Research from Griffin (2025) and Lawrence (2025) reinforces that gravitas shows up as decisiveness, emotional steadiness, and confidence when the stakes rise. For marginalized leaders in particular, gravitas increases perceived legitimacy in environments where bias can quietly undermine credibility.
From a learning design standpoint, gravitas is not taught through theory alone. It’s built through:
- Decision-making simulations
- Practice responding to challenge without defensiveness
- Feedback on presence during high-pressure conversations using iSpeak AI and Human Coaching

2. Communication Mastery: Clarity, Adaptability, and Voice
Executive presence is inseparable from how leaders communicate, and not just how well they speak. Chilcutt and DuPont (2025) emphasize that presence comes from clarity and the ability to listen, adjust, and read the room.
Lee (2025) describes “voice” as more than sound. It’s conviction, pacing, tone, and message discipline. Leaders with presence don’t over-explain. They land a point and let it stand. iSpeak’s Presentation Skills for Leaders and Thinking on Your Feet workshops address these.
For L&D, this means moving beyond presentation skills. Instead, you can design for:
- Message distillation
- Adaptive communication across audiences
- Practicing silence, not just speaking

3. Authenticity and Emotional Intelligence
One of the most important shifts in recent research is the move away from “executive polish” toward authentic alignment.
Suri’s CORE Presence Model (2025) and onboarding research by Mahoney and Mason (2025) show that leaders who manage emotions, demonstrate empathy, and stay grounded under stress are perceived as more credible, not less.
This is where many programs fall short by treating authenticity as a personality trait instead of a skill. In reality, it’s about:
- Self-awareness
- Emotional regulation
- Consistency between values and behavior
Presence grows when leaders know how they show up emotionally and can adjust without becoming inauthentic. iSpeak’s Presentation Skills for Leaders give learners an opportunity to align their values and behaviors.
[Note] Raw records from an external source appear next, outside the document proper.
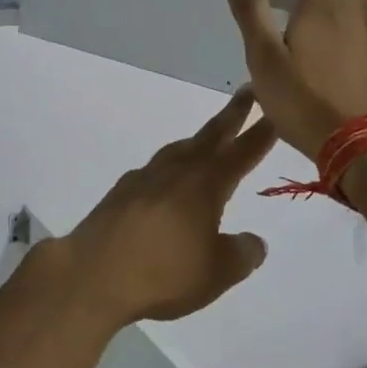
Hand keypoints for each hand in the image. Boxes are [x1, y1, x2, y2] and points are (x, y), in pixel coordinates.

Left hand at [38, 88, 277, 327]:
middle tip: (247, 92)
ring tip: (209, 138)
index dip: (260, 134)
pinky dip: (170, 165)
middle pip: (209, 137)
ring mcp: (144, 179)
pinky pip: (154, 169)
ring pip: (178, 149)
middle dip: (231, 115)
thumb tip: (253, 241)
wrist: (92, 275)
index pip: (240, 153)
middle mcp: (175, 172)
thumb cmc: (163, 274)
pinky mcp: (120, 193)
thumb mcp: (217, 274)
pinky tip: (167, 179)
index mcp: (204, 186)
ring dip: (199, 139)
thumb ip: (242, 254)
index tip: (274, 112)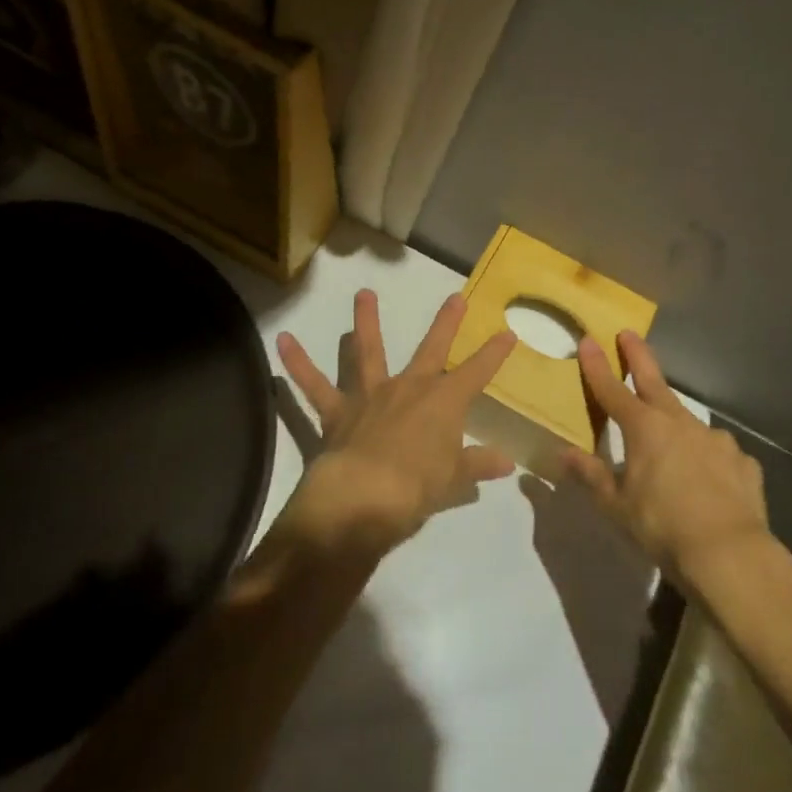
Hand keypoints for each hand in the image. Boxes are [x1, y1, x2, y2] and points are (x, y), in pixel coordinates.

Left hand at [275, 290, 517, 555]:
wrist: (364, 498)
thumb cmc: (417, 489)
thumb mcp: (454, 481)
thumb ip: (477, 465)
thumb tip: (506, 463)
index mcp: (443, 403)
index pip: (477, 373)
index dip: (494, 354)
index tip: (508, 334)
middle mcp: (409, 388)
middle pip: (432, 349)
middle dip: (446, 323)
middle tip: (455, 297)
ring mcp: (370, 396)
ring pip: (368, 352)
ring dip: (365, 321)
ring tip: (362, 293)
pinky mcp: (336, 412)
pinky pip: (313, 385)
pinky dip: (298, 363)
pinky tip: (282, 340)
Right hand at [564, 331, 776, 583]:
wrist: (730, 554)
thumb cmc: (662, 527)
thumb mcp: (616, 506)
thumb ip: (591, 475)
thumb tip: (563, 453)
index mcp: (644, 429)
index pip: (612, 390)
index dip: (597, 366)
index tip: (588, 340)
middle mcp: (680, 423)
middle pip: (653, 382)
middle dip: (638, 356)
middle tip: (629, 334)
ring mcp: (715, 439)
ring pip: (688, 422)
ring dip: (675, 423)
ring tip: (671, 445)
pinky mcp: (742, 462)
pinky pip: (718, 454)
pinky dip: (708, 459)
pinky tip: (708, 481)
4. Visibility and Strategic Influence
Presence is also shaped by where and how leaders show up. Jenkins and Gasman (2025) and Rodriguez and Chamorro (2025) highlight that visibility is not about self-promotion. It’s about being intentionally present in moments that shape trust and memory.
Leaders with presence:
- Know when to step forward and when to step back
- Build influence through relationships, not authority
- Are remembered for how they made people feel in key interactions
This dimension is ideal for cohort-based learning, peer feedback, and network mapping exercises. Using iSpeak’s Develop your Leader Presence Workshop and iSpeak AI role plays, your cohorts can not only develop their presence, but measure their improvements.
5. Appearance and Professional Demeanor
This is the uncomfortable one, but the research is consistent. Appearance still acts as a first filter.
Importantly, Chilcutt and DuPont (2025) and Reid (2025) frame this not as conformity or attractiveness, but as alignment. Grooming, posture, and attire that match organizational context remove distractions and invite engagement.
From an L&D lens, this isn’t about dress codes. It’s about helping leaders understand the signals they send and make intentional choices.
Why This Matters for Learning Design
When executive presence is treated as a vague quality, development efforts become subjective and political. When it’s defined as a set of learnable capabilities, it becomes fairer, more inclusive, and far more effective.
The research gives us permission to say this to the business with confidence:
Executive presence is not “fixing the person.” It’s building the behaviors that allow leadership capability to be seen and trusted.
That’s squarely in L&D’s lane.
If we design with clarity, presence stops being a mystery and starts becoming a measurable outcome.